4) Be inclusive. Try not to see people as one dimensional. Not all ethnicities are the same. Look at your arm – it everyone with that similar shade the same as you? Do they eat the same food, socialise in the same way, believe the same as you do just because your skin matches? Of course not, so don’t apply this ignorance to other arm shades.
5) Challenge yourself. How many of your friends are the same as you? Do they all look the same, come from similar backgrounds? Most are probably the same age. How about bringing some diversity to your life? Speak to someone new, someone with maybe a different experience, a different outlook, a different skin colour – they might be able to shed new light on life. How does your coming out experience compare to the Asian guy 200 meters away or the polish guy four roads away or the twink smiling at you at the bottom of your screen?
A version of this article first appeared on THEGAYUK.com in July 2013
2 responses to “Five ways not to be racist on gay dating apps”

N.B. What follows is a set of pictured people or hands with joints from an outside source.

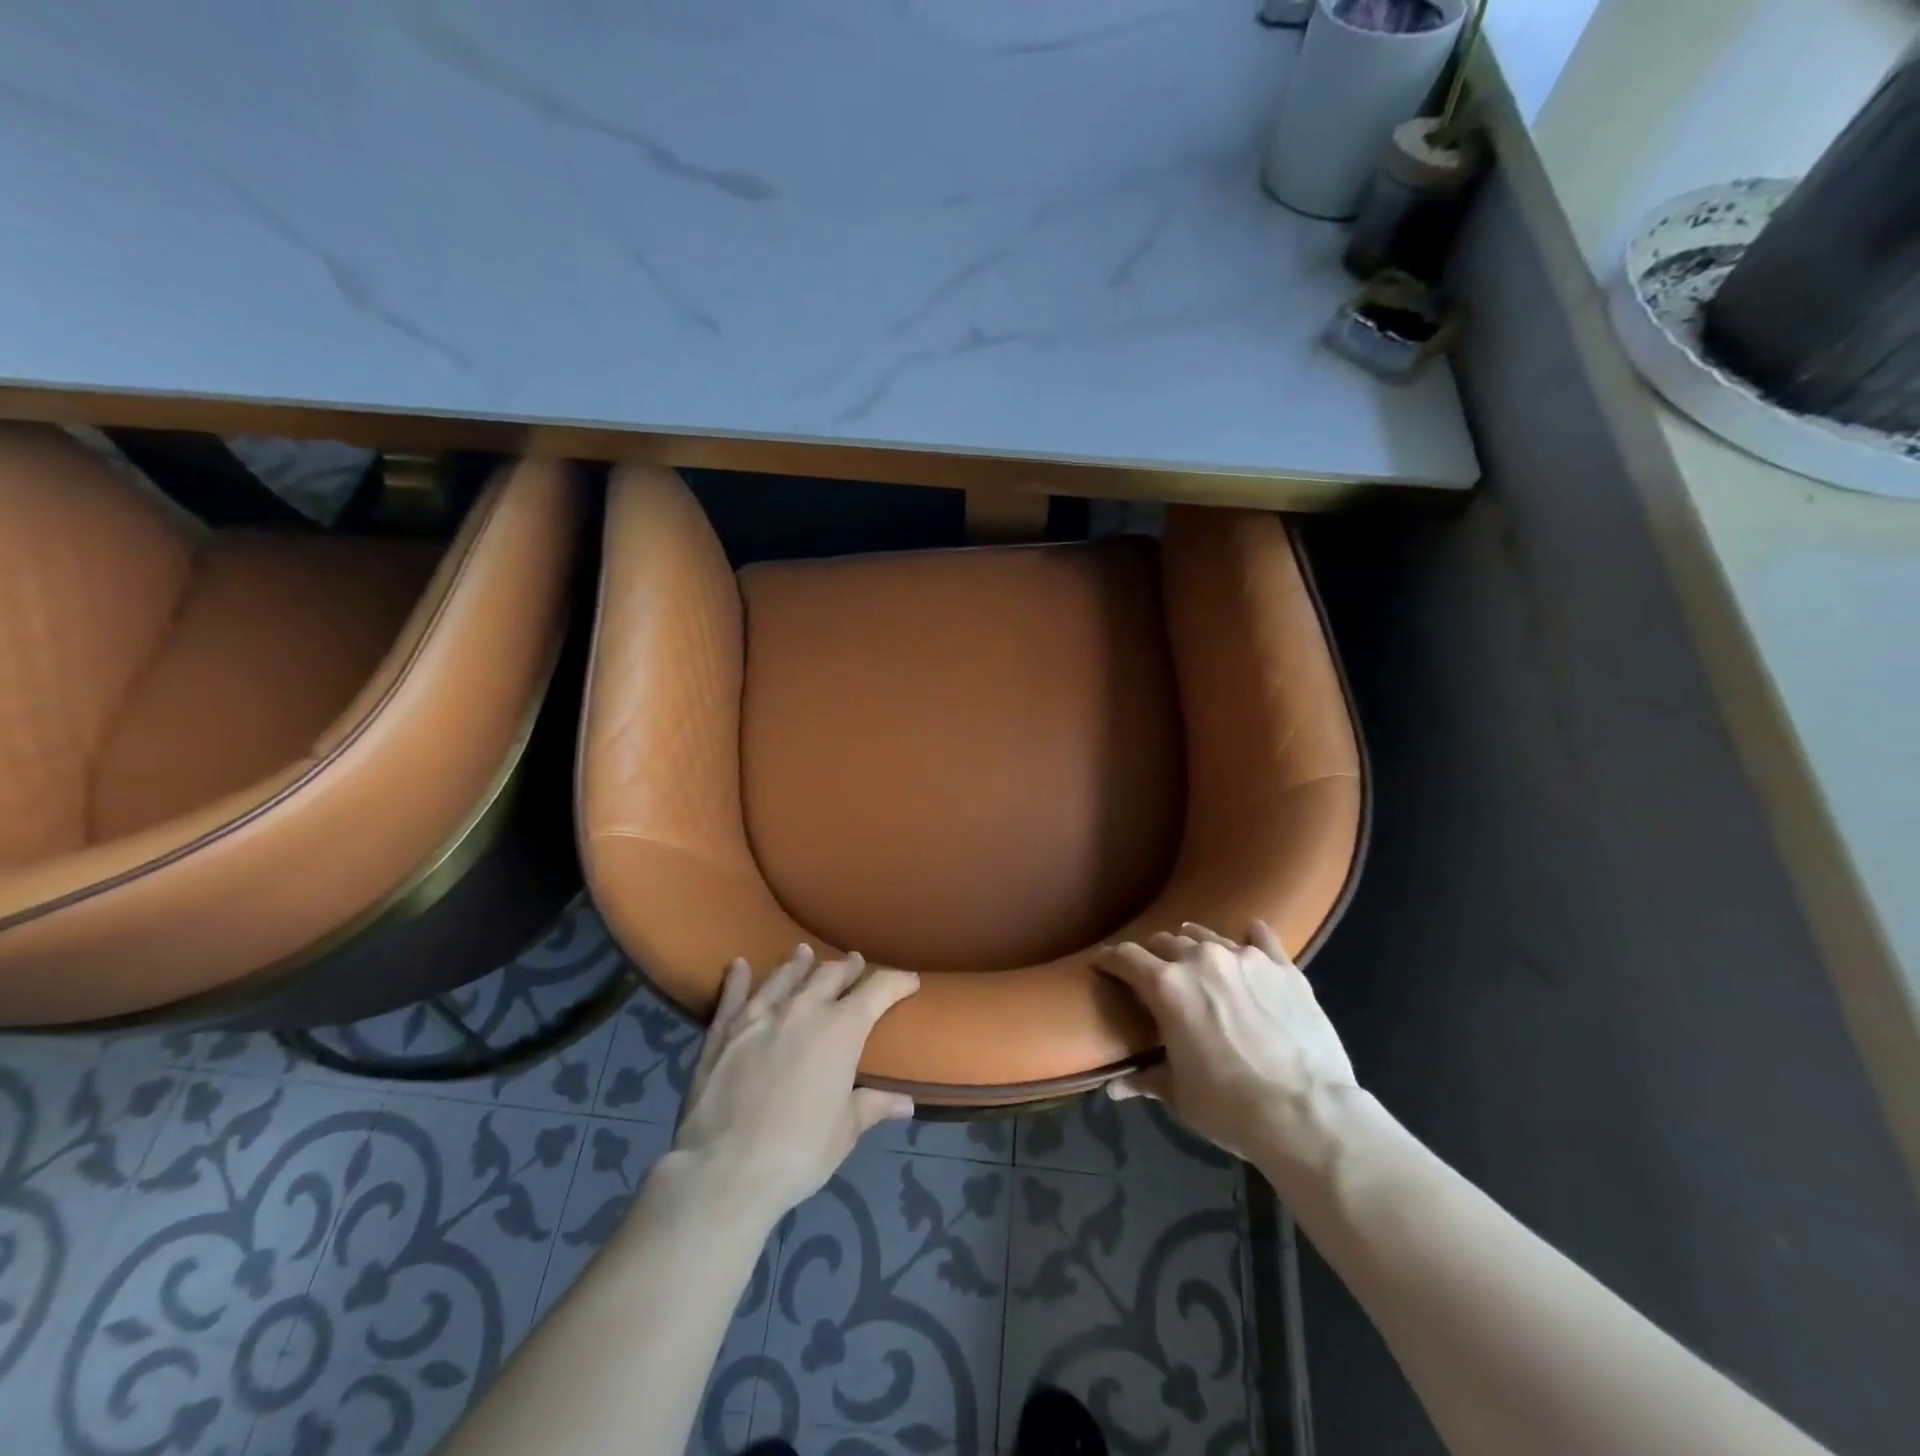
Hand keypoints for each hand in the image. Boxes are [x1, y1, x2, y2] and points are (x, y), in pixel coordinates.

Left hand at [672, 945, 918, 1224]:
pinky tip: (739, 965)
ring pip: (785, 976)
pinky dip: (738, 977)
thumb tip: (906, 1103)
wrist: (726, 1170)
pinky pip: (733, 994)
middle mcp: (803, 1009)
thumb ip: (874, 1106)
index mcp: (841, 1029)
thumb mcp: (846, 1131)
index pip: (878, 990)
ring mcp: (759, 1015)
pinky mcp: (723, 1030)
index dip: (897, 982)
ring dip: (799, 964)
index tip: (910, 981)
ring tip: (805, 953)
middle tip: (855, 963)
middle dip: (848, 968)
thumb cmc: (800, 1151)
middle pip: (830, 974)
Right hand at [1096, 922, 1357, 1162]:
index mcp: (1167, 986)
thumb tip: (1114, 1088)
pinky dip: (1249, 937)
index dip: (1110, 959)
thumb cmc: (1231, 1107)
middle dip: (1154, 956)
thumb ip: (1145, 1079)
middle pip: (1165, 942)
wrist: (1309, 1115)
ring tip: (1195, 958)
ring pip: (1207, 936)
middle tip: (1155, 975)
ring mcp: (1245, 958)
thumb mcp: (1180, 1095)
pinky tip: (1248, 938)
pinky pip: (1260, 937)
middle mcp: (1201, 959)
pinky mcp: (1283, 967)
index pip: (1126, 958)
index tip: (1103, 964)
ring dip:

If you don’t want to date a black guy or an asian guy, or even a white guy should be be at liberty to write that on your profile.
But if you don’t find a particular skin colour attractive, it is really racist? Isn’t it about preference. Is liking blondes hairist against anyone who doesn’t have blonde? As long as your not inciting violence against a particular race isn’t okay to write what you’re not into? Surely a vital time saver?